▶ **Records supplied**
%%

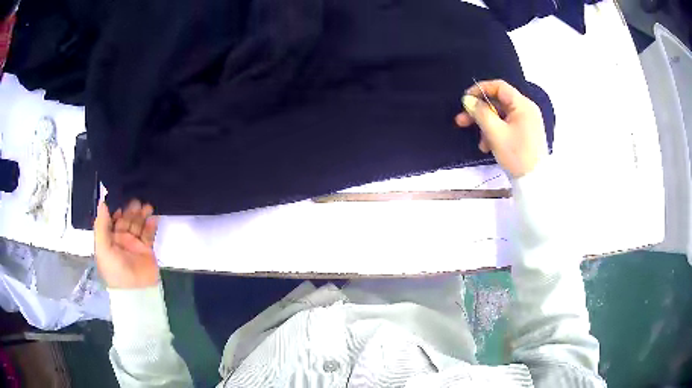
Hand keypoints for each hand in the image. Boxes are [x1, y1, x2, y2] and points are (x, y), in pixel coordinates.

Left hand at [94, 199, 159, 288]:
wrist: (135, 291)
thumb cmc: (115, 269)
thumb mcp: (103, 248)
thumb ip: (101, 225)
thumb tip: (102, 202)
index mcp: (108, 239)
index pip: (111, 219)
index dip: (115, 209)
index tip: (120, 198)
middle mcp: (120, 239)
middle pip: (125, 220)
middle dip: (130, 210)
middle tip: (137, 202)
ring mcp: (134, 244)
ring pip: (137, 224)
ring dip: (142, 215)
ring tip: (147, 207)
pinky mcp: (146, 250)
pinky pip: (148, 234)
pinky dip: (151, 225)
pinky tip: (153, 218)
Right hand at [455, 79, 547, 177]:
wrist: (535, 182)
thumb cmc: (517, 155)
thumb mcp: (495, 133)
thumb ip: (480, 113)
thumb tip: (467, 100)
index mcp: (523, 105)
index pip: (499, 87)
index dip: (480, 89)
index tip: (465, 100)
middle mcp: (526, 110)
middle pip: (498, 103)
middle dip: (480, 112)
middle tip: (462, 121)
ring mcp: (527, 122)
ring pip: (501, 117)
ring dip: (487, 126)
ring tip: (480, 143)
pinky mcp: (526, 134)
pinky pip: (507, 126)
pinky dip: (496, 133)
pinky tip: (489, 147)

%%
%%

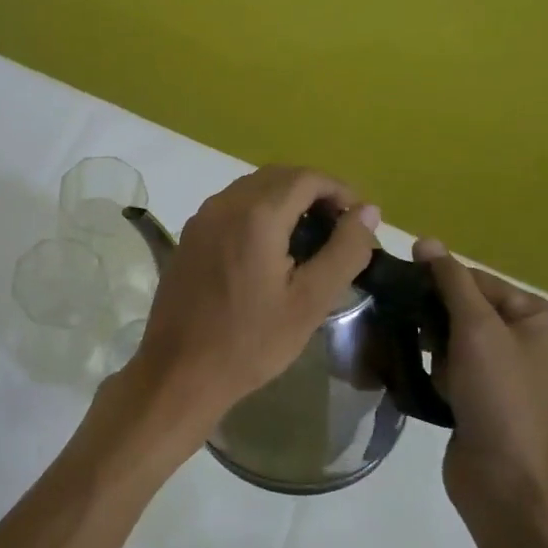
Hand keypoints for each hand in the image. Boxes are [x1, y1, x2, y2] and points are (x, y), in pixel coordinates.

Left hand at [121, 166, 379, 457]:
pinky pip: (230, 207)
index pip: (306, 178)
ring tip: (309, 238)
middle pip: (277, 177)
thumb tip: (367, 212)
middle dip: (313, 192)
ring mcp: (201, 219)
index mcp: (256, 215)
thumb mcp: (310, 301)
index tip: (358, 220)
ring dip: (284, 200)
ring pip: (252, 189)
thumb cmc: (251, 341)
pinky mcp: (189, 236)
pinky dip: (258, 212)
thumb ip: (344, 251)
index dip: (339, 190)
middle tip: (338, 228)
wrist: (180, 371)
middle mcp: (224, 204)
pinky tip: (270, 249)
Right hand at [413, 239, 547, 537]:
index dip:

%%

▶ **Prompt**
Among the entries above, the lines between the ones containing "thumb ip: (480, 113)" and "pinky tip: (489, 147)", inclusive, are to be transcribed exactly. No other line is to be given.

▶ **Result for this exercise**
thumb ip: (480, 113)
thumb tip: (467, 100)
index mcp: (523, 105)
index pip: (499, 87)
index dip: (480, 89)
index tip: (465, 100)
middle mcp: (526, 110)
middle pip: (498, 103)
middle dip: (480, 112)
middle tip: (462, 121)
ring mcp: (527, 122)
ring pip: (501, 117)
ring dip: (487, 126)
ring tip: (480, 143)
pinky mcp: (526, 134)
pinky pip: (507, 126)
pinky dip: (496, 133)
pinky tip: (489, 147)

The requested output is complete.